- [Data for analysis]
== Segment start ==

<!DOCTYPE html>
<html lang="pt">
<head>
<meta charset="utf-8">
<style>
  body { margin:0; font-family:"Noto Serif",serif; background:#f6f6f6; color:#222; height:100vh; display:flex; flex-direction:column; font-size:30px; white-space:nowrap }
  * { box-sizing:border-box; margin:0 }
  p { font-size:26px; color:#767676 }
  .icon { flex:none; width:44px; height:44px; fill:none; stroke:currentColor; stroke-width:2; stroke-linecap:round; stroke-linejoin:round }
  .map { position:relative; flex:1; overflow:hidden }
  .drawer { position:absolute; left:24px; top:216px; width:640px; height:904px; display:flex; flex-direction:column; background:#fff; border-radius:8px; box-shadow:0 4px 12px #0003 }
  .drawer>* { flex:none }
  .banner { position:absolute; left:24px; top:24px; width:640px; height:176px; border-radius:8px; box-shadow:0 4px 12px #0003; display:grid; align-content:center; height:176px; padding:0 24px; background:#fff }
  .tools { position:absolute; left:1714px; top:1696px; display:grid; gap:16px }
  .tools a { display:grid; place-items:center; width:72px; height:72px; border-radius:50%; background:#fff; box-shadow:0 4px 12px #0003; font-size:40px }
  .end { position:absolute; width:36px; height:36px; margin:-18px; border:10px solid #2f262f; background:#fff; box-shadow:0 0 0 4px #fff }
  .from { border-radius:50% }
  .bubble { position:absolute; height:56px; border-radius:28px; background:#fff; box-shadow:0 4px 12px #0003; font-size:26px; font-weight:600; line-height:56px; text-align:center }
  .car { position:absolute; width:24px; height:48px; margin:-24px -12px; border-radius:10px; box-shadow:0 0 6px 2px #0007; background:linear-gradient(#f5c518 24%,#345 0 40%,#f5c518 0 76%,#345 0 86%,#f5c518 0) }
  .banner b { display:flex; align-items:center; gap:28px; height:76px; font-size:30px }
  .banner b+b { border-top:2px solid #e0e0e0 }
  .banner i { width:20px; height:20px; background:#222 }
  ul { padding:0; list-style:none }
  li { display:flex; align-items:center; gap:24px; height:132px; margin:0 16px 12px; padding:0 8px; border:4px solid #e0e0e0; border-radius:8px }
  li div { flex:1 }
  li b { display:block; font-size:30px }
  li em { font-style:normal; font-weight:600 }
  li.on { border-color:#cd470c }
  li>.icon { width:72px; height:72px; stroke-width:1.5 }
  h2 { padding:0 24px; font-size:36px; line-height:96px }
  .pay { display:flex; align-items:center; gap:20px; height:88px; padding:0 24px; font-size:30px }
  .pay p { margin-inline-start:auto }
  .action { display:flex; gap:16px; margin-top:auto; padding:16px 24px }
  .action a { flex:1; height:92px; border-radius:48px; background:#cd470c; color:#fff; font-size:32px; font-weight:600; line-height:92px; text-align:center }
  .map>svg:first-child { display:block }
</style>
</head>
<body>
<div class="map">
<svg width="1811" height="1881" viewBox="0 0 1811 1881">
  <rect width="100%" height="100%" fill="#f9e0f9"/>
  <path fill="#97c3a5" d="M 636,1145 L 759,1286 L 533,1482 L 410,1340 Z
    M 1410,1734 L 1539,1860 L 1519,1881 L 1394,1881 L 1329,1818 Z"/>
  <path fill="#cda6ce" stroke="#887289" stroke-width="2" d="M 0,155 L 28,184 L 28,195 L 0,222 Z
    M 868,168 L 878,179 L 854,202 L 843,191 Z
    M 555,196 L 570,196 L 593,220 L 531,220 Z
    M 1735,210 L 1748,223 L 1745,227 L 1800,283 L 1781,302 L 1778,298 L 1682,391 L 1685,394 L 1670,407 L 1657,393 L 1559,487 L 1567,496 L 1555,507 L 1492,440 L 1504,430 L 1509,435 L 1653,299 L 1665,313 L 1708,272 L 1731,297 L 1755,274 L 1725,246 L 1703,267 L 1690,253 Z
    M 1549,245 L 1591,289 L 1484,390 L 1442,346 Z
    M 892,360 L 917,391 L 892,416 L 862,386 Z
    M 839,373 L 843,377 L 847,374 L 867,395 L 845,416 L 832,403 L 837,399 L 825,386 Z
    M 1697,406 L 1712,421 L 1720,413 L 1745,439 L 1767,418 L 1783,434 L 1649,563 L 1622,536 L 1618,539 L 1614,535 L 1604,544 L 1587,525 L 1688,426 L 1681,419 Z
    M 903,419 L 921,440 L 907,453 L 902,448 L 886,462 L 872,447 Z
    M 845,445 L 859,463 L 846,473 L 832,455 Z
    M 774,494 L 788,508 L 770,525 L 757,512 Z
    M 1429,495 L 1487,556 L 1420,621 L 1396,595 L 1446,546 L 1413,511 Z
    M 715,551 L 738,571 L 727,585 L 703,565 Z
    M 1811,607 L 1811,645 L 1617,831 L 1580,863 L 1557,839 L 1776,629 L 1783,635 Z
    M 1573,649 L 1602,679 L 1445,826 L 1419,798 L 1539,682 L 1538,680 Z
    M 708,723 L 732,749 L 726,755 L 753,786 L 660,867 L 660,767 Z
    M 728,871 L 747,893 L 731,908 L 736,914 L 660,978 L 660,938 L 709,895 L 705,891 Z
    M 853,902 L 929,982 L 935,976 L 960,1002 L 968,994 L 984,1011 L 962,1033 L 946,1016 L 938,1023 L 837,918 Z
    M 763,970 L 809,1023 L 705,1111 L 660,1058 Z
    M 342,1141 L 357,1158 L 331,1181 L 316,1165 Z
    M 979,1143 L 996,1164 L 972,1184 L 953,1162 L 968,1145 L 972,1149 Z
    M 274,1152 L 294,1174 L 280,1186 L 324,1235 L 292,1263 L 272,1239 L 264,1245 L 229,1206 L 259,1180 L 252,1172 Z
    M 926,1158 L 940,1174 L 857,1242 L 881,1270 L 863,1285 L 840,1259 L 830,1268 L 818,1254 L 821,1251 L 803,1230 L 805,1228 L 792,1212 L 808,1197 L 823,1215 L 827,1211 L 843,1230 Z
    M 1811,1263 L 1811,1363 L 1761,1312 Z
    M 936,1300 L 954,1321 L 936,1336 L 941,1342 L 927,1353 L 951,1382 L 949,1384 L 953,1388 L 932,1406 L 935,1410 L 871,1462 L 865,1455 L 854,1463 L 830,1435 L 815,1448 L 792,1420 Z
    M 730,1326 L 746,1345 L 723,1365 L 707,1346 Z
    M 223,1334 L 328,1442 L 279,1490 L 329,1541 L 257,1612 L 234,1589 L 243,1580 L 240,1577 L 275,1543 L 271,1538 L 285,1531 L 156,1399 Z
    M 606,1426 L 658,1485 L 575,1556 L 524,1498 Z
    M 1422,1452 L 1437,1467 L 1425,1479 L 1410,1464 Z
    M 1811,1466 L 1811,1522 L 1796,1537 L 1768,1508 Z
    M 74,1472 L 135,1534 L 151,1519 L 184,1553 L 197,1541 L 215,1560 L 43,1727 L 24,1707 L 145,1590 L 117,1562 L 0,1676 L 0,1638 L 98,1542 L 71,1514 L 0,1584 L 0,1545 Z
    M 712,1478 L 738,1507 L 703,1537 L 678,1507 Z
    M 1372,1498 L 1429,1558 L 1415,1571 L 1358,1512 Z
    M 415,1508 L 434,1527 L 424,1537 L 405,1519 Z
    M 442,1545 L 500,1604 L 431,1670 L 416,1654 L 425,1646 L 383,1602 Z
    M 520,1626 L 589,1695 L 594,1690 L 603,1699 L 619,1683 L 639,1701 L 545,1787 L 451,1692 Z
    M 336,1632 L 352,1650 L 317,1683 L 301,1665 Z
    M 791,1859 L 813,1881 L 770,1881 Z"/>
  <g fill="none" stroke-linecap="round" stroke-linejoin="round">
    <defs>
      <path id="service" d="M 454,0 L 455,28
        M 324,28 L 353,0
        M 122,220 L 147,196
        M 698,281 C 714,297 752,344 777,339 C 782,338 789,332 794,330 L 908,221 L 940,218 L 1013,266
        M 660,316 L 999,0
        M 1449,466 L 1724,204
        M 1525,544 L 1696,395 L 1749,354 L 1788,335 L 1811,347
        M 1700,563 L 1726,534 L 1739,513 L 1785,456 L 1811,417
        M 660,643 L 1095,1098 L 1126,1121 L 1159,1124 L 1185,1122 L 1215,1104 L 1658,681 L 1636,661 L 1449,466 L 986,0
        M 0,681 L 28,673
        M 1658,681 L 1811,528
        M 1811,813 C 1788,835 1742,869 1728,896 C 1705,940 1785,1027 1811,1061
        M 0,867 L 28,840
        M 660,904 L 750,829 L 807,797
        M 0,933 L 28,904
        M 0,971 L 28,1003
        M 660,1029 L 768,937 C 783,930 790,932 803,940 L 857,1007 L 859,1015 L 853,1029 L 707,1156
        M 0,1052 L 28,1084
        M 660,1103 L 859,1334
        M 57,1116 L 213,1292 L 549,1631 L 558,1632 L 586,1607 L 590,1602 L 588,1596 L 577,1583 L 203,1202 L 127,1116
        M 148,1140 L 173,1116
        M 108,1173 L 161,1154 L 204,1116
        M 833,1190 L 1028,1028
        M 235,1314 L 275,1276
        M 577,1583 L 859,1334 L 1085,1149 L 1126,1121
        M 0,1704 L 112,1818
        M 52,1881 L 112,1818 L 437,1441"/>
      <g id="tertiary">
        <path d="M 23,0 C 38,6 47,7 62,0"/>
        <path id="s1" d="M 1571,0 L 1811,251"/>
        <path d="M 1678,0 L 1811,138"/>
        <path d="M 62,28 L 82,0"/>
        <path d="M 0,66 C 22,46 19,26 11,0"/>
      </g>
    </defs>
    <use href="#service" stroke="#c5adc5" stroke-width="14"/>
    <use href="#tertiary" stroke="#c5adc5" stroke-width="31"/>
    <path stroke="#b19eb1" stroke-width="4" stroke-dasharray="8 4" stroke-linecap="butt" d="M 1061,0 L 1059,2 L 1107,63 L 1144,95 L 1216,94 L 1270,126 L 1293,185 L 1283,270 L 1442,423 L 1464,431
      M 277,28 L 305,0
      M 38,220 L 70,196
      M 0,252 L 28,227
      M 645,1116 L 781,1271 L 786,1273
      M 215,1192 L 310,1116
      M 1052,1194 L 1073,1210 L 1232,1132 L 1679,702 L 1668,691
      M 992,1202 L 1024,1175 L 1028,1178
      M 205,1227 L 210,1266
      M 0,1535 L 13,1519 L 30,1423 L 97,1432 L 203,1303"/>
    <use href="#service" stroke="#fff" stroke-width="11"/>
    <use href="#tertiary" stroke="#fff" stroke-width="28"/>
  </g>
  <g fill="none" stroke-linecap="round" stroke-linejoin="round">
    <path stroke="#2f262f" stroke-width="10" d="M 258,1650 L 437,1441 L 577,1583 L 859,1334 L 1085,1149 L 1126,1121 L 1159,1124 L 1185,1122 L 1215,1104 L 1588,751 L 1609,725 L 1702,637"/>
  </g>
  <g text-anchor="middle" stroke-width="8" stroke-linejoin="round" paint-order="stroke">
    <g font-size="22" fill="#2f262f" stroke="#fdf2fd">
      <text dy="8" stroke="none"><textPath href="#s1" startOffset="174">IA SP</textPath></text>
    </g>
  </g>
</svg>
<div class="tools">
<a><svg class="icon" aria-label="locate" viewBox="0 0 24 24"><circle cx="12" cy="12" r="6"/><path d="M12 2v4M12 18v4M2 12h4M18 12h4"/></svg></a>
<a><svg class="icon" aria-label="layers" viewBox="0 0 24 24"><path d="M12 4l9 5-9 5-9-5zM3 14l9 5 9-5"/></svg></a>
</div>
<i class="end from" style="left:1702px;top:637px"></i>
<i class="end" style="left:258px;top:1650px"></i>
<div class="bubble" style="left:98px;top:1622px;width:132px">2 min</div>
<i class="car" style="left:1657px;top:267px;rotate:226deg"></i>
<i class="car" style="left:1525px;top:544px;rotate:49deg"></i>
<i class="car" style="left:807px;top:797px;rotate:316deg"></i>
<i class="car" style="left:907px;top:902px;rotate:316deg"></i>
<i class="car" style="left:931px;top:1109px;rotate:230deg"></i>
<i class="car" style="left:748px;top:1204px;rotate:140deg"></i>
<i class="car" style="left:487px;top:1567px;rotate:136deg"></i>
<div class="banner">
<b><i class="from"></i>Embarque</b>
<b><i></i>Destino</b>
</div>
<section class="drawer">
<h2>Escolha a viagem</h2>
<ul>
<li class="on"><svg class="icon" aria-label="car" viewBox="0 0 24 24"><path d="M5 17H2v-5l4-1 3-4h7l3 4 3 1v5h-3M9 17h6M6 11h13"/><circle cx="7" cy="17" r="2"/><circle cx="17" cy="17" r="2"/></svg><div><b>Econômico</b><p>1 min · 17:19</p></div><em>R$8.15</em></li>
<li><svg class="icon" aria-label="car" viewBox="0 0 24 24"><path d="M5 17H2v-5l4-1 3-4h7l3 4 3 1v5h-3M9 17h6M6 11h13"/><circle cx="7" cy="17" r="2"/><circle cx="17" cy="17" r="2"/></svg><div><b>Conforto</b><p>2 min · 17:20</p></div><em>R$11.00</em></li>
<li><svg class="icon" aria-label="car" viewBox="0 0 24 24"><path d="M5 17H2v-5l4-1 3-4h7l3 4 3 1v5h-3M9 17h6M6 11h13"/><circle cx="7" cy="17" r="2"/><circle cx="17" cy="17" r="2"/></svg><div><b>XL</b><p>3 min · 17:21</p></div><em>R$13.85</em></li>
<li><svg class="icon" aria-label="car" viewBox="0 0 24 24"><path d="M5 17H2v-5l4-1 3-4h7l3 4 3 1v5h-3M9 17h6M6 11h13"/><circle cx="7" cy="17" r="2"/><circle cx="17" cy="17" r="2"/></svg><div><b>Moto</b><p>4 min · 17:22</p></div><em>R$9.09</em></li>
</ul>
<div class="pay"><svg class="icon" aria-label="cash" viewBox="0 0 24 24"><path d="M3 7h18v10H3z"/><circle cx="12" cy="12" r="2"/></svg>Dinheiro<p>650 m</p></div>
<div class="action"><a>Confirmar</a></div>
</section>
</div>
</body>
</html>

== Segment end ==
== Segment start ==

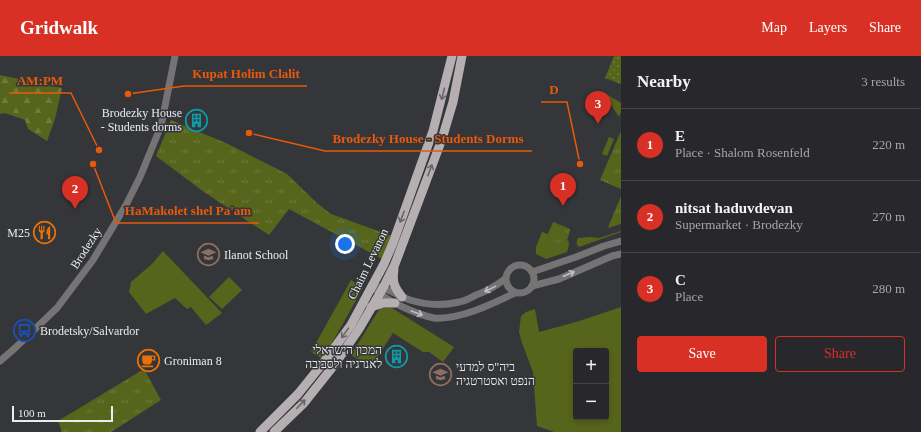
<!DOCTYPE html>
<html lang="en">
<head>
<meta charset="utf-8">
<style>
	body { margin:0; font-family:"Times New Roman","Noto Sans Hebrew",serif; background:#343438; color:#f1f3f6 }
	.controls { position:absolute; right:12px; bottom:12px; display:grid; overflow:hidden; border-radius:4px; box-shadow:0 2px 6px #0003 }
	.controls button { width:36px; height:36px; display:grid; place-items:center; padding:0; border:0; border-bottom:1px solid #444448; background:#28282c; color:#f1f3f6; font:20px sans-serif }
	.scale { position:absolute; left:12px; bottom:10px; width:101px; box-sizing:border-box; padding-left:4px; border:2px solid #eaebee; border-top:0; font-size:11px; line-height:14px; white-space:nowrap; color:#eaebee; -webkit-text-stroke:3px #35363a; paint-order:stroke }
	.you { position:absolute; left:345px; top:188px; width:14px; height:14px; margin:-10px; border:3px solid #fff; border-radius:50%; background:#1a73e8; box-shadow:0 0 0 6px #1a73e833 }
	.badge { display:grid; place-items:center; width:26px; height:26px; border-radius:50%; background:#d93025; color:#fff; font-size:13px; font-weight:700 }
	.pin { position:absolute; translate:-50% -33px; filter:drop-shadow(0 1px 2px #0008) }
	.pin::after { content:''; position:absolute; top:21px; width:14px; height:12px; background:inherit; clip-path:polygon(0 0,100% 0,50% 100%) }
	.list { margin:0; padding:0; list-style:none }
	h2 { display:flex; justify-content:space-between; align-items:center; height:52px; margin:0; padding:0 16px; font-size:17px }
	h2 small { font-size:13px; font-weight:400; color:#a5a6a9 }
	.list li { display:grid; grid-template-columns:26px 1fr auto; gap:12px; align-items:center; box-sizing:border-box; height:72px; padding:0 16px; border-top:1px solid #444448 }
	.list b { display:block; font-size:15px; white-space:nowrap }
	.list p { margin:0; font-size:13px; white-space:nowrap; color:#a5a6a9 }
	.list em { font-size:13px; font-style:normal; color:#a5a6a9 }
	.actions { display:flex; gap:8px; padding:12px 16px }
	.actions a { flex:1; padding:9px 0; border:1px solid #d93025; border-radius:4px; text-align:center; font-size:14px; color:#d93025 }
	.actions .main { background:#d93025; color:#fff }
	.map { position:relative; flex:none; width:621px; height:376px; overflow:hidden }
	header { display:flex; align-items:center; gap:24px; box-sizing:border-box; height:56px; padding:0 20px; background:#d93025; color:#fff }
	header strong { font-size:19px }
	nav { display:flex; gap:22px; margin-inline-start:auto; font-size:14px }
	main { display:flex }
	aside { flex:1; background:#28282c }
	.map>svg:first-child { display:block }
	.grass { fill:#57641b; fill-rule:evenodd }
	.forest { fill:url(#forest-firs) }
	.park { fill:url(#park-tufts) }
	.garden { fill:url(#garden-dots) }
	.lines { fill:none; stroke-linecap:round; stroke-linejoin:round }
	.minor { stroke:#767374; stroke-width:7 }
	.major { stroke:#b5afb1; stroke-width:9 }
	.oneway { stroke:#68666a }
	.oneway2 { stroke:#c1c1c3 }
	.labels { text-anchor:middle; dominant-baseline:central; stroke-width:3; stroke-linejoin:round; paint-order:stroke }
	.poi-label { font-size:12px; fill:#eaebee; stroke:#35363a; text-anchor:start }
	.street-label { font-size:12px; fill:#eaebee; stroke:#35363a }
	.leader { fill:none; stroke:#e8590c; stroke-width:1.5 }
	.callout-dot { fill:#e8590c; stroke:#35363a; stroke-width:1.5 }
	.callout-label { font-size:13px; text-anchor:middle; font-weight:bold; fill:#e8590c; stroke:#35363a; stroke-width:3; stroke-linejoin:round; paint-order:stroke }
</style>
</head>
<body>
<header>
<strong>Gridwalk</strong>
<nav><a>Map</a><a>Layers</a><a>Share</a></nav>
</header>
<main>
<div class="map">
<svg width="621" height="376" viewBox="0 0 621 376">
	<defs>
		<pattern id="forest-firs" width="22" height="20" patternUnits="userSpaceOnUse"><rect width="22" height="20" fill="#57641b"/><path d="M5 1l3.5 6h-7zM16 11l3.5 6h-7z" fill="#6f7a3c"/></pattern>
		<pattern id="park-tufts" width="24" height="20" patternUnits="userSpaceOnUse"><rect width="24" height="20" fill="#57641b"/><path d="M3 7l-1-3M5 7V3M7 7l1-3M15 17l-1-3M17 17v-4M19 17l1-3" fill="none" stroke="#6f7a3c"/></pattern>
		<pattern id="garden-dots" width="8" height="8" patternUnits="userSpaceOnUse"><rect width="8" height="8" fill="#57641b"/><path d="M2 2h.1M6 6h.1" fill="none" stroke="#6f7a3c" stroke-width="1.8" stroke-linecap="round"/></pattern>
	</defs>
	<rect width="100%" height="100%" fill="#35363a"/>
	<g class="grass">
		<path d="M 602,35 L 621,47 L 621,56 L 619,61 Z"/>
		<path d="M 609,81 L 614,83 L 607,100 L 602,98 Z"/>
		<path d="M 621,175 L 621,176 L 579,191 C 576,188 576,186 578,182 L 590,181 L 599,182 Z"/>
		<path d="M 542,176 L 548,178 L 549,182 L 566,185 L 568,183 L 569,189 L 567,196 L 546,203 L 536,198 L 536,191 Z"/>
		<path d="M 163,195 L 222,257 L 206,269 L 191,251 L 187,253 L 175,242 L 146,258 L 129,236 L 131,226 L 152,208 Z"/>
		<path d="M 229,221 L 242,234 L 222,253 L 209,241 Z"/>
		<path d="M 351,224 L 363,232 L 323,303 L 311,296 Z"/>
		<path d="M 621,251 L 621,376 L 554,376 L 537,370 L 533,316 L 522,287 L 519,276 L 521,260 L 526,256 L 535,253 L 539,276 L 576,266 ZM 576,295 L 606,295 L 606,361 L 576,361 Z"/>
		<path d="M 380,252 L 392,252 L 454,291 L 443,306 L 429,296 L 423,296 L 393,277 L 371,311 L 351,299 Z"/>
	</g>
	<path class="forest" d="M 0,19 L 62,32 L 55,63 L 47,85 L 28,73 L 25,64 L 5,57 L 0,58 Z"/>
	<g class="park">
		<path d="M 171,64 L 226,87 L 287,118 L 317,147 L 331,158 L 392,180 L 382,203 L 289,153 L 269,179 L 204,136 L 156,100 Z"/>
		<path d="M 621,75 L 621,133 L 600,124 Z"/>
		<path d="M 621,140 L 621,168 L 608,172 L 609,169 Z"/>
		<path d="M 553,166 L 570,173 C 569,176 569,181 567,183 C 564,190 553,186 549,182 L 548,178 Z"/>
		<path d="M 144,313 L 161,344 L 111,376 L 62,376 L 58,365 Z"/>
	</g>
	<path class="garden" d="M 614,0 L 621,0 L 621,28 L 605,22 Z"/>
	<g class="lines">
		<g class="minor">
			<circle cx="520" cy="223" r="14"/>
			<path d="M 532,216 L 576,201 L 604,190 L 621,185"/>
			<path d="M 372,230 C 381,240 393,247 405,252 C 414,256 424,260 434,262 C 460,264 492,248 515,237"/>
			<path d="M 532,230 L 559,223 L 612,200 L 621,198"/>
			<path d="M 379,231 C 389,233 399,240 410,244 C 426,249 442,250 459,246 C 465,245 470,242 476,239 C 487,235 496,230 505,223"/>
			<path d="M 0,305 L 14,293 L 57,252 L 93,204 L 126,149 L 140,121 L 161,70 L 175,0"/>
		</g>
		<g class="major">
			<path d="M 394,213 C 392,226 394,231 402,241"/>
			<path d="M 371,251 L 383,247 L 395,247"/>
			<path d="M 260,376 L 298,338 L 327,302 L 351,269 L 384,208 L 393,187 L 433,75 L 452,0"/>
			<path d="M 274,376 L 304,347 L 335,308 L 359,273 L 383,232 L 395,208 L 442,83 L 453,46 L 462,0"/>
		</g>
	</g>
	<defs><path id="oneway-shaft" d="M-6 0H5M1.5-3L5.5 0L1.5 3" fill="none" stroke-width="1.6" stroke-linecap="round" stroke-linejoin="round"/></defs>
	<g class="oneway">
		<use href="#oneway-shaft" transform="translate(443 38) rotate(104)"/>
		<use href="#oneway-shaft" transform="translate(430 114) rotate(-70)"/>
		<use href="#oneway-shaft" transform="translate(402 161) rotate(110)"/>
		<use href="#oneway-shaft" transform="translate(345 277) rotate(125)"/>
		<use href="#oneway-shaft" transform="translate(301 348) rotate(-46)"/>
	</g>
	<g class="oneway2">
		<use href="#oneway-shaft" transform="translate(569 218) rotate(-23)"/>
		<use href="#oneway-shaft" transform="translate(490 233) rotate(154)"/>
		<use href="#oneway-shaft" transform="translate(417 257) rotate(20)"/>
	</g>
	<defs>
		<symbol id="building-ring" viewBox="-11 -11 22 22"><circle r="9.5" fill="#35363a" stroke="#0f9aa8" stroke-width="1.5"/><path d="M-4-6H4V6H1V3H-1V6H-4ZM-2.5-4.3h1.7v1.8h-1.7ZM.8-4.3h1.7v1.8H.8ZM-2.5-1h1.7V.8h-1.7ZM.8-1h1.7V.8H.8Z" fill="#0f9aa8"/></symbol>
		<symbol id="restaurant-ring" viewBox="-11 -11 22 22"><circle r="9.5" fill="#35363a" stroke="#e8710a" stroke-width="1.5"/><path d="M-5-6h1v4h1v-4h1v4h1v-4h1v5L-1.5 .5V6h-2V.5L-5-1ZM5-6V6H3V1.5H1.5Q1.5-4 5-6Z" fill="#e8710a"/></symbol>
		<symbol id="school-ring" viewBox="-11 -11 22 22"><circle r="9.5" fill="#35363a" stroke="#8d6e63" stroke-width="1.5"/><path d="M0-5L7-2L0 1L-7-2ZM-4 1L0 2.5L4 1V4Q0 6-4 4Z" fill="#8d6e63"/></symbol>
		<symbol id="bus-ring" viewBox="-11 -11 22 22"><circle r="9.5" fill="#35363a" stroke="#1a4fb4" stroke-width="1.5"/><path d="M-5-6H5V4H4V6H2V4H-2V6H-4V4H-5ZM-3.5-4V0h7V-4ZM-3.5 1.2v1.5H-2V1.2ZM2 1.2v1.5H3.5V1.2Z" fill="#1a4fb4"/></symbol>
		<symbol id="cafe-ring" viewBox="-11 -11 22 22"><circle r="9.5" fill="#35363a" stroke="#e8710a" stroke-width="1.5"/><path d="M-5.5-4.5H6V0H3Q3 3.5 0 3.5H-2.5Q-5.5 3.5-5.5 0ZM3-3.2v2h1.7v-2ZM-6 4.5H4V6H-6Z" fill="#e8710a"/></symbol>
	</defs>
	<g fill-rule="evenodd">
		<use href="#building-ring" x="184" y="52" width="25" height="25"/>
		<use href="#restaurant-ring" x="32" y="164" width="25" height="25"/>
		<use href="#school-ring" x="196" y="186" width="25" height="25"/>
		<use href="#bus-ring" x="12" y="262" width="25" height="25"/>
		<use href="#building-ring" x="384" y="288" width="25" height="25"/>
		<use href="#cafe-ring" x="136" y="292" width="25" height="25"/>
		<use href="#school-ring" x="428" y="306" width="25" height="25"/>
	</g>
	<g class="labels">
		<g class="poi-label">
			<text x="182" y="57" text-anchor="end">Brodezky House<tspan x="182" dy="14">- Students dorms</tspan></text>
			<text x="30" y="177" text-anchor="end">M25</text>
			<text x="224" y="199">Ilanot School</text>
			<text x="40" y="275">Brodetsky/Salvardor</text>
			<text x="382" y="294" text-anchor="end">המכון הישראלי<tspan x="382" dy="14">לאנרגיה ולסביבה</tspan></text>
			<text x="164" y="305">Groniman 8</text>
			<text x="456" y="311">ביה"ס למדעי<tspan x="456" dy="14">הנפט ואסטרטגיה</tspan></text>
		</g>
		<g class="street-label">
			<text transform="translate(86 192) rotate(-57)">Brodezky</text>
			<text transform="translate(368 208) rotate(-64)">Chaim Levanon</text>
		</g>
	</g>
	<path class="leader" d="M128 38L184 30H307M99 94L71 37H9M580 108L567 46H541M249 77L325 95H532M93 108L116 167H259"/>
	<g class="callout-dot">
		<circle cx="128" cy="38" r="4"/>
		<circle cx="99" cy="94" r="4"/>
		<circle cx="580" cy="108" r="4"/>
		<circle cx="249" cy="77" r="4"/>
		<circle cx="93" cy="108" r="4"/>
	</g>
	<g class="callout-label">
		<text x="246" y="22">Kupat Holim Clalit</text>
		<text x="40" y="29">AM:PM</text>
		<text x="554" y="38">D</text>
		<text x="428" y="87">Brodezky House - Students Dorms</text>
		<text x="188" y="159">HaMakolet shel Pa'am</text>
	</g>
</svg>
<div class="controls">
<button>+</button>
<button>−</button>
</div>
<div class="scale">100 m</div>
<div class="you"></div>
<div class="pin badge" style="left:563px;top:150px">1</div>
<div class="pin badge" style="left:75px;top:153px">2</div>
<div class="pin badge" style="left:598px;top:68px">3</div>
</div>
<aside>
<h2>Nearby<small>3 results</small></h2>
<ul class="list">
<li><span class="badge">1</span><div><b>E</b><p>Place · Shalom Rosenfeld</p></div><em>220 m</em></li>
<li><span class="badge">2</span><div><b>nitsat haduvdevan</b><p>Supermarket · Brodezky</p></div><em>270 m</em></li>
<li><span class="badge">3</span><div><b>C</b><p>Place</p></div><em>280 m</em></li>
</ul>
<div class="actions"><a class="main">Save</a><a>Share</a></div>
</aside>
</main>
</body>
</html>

== Segment end ==

- [Work task] Your task is to copy each line of the data above that holds "tools".

- [Result of this exercise]
  .tools { position:absolute; left:1714px; top:1696px; display:grid; gap:16px }
  .tools a { display:grid; place-items:center; width:72px; height:72px; border-radius:50%; background:#fff; box-shadow:0 4px 12px #0003; font-size:40px }
<div class="tools">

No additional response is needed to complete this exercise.